Rejeitou-se não apenas a leitura conservadora e anti-socialista da idéia de
sociedade civil, mas qualquer recurso a esta (ACANDA, 2006, p. 27).
Outra razão ainda anunciada pelo professor de História da Universidade de Havana é o
fato de que a ideia de sociedade civil foi criada pelo pensamento liberal e, para lidar com a
questão de sua recepção e utilização no marxismo, é preciso interpelar sobre a relação entre o
marxismo e o pensamento político liberal. Isso, diz o professor, é um problema muito
complexo,
[...] porque– ainda que o marxismo seja pensando como negação do
liberalismo – não podemos entender essa negação (e, de fato, muitos
marxistas não a entendem assim) como uma rejeição niilista, uma repulsa
total daquilo que o liberalismo significou e dos conteúdos deste. [...]

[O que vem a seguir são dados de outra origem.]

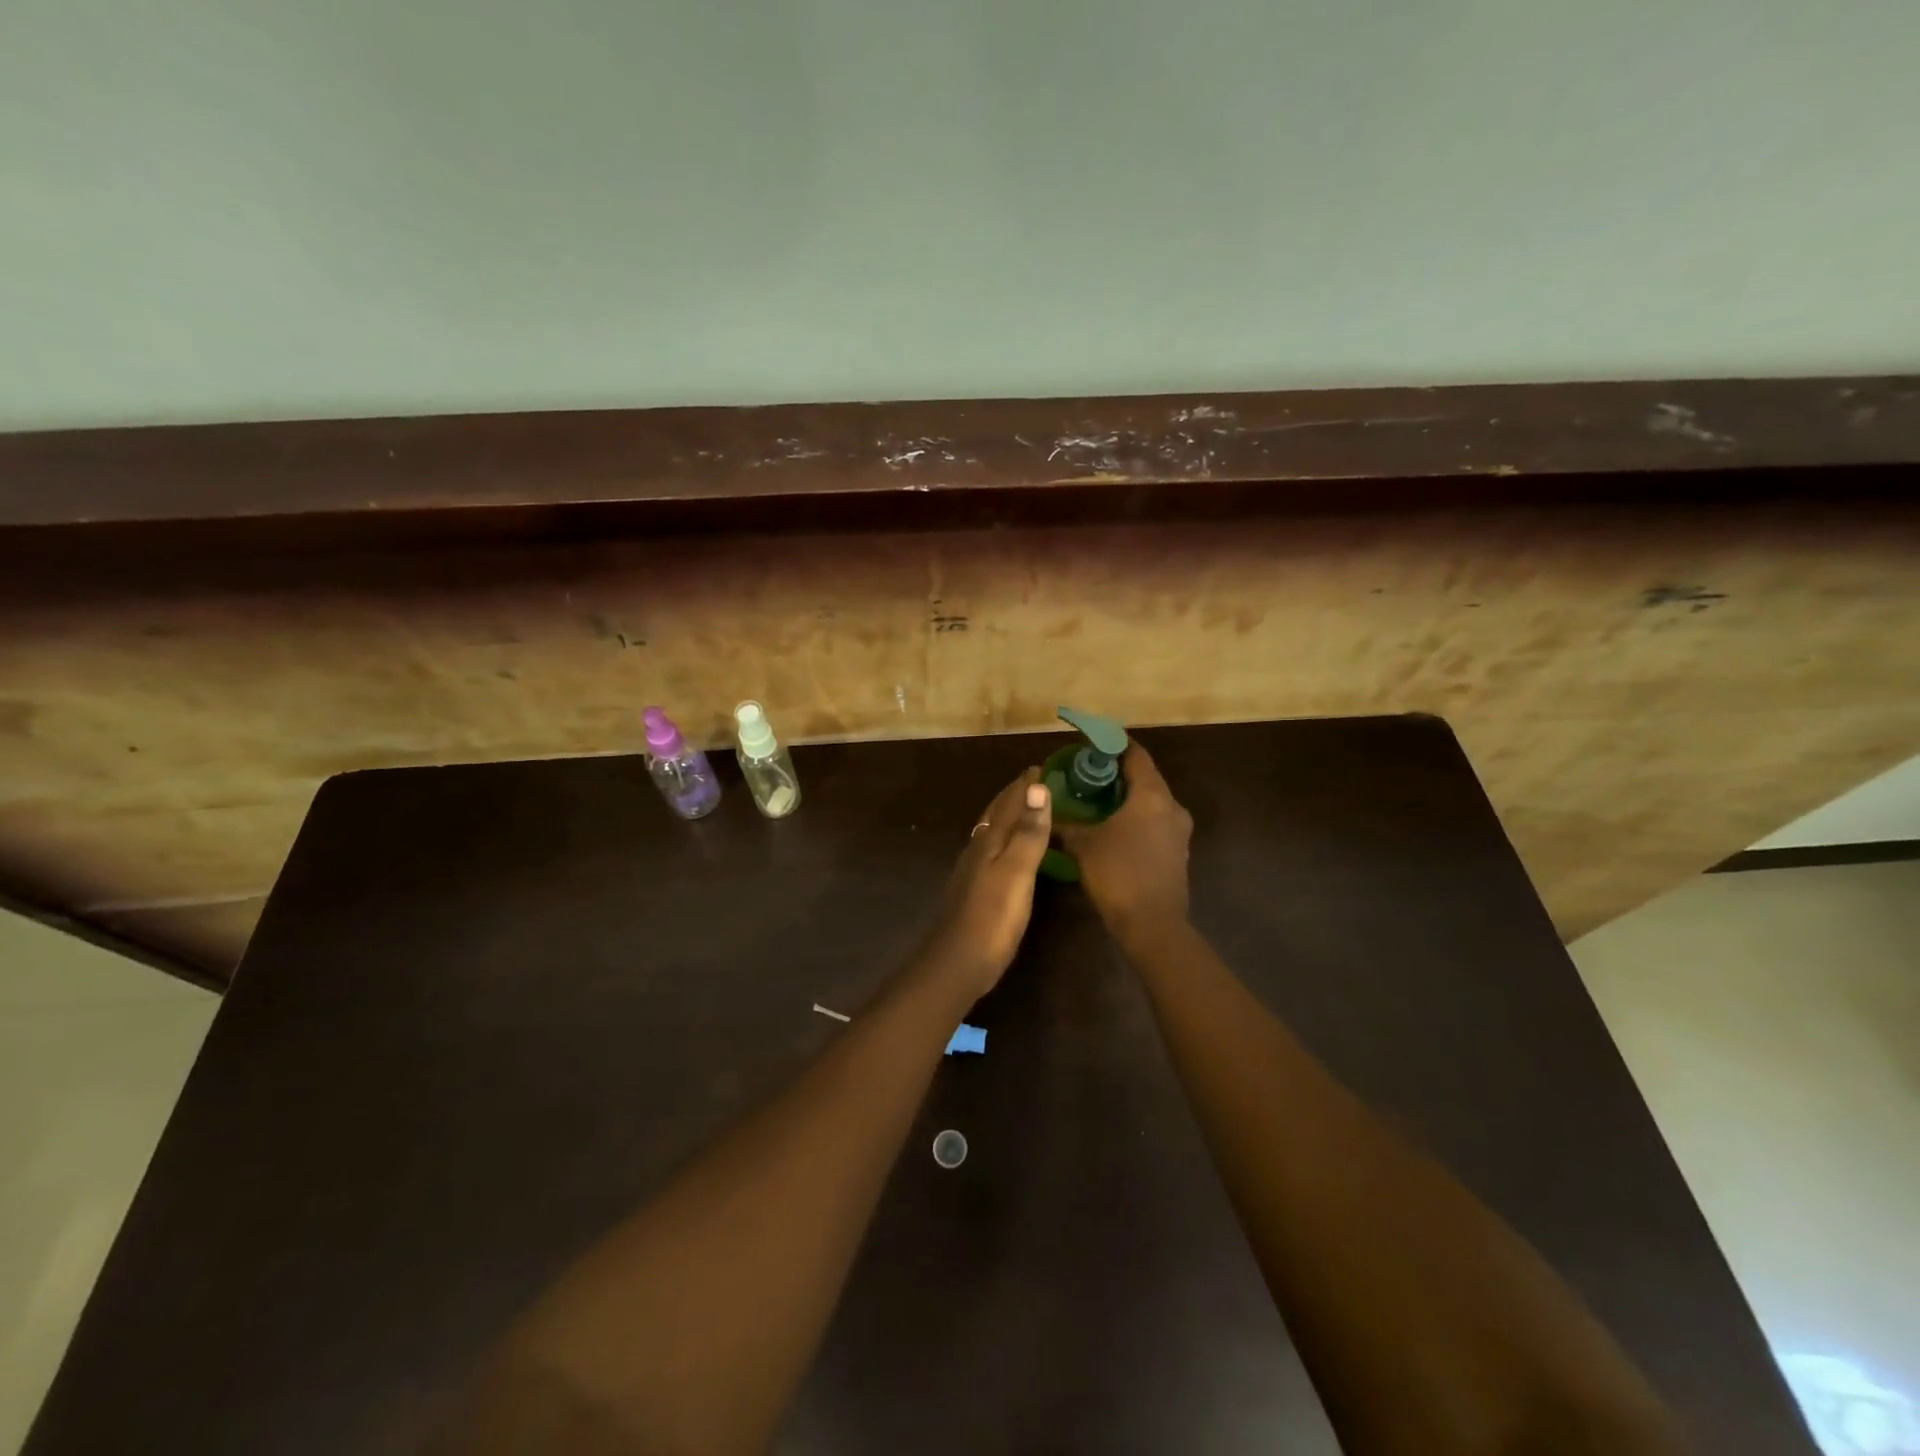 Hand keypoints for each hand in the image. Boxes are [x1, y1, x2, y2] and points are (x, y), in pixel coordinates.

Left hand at [927, 768, 1052, 995]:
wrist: (959, 961)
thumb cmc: (993, 916)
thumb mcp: (1017, 872)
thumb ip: (1028, 832)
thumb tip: (1037, 786)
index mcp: (989, 841)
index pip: (1009, 802)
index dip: (1025, 785)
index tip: (1041, 766)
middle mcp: (978, 849)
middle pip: (996, 813)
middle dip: (1015, 795)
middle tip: (1035, 781)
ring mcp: (973, 870)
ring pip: (992, 831)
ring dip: (1008, 815)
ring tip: (1026, 808)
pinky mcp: (975, 889)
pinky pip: (992, 851)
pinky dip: (1005, 839)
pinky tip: (1008, 851)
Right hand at [1056, 740, 1191, 943]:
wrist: (1152, 925)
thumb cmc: (1118, 874)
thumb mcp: (1083, 845)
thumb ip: (1066, 823)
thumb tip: (1046, 810)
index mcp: (1152, 795)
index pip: (1135, 754)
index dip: (1113, 744)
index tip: (1091, 742)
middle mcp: (1171, 806)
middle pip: (1145, 777)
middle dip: (1117, 772)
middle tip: (1087, 773)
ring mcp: (1179, 831)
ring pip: (1151, 802)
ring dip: (1127, 797)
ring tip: (1097, 800)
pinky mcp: (1178, 852)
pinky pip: (1155, 823)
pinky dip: (1136, 818)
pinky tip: (1113, 828)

Acontece, então, com o liberalismo algo semelhante ao que vimos em
relação ao marxismo. Também não existe o Liberalismo, mas um conjunto
de formas específicas de liberalismo, que foram surgindo e se estruturando
ao longo destes últimos cinco séculos, mudando seu caráter e sua validade
política à medida que mudava o caráter e o papel histórico da classe da qual
o liberalismo era expressão (ACANDA, 2006, p. 35).
Assim, segundo Acanda (2006), a relação entre marxismo e liberalismo deve ser de
“negação dialética”, isto é, o marxismo deve agregar, mas superando, “todos os momentos
que considere úteis e necessários para a sua conceitualização de temas tão importantes como
poder político, as liberdades civis, o papel e os limites do Estado etc.”(ACANDA, 2006, p.

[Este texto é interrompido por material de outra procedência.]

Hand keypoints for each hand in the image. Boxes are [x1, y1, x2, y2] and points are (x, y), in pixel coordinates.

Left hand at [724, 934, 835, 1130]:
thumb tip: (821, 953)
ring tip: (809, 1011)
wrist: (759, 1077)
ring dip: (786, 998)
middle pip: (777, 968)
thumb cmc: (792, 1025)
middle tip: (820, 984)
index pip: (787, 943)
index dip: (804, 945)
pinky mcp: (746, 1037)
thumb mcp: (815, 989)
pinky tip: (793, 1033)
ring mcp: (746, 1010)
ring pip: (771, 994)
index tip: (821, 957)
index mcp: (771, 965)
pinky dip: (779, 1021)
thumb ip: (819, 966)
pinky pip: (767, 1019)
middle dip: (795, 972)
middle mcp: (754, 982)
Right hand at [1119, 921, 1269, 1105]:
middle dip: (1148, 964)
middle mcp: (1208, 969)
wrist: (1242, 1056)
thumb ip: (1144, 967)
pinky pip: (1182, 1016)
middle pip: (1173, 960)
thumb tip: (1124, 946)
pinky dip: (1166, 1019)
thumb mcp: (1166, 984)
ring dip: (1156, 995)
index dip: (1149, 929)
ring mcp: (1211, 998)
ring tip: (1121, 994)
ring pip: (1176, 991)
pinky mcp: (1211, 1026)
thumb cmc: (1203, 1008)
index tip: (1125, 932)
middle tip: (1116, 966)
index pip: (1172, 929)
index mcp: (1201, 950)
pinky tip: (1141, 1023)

35-36). Assim, defende esse autor, “o tratamento marxista da idéia de sociedade civil exige,
para os partidários dessa ideologia, refletir sobre esses temas e definir o mérito e os limites
das heranças liberais” (ACANDA, 2006, p.36).
A diferença radical entre essas concepções reside em que, para o liberalismo,
a sociedade civil é impensável sem o Estado e deve manter-se separada dele
(justamente porque é concebida como sociedade civil burguesa, baseada na
3 Essas restrições referem-se às razões políticas vinculadas às experiências concretas dos anos de 1990.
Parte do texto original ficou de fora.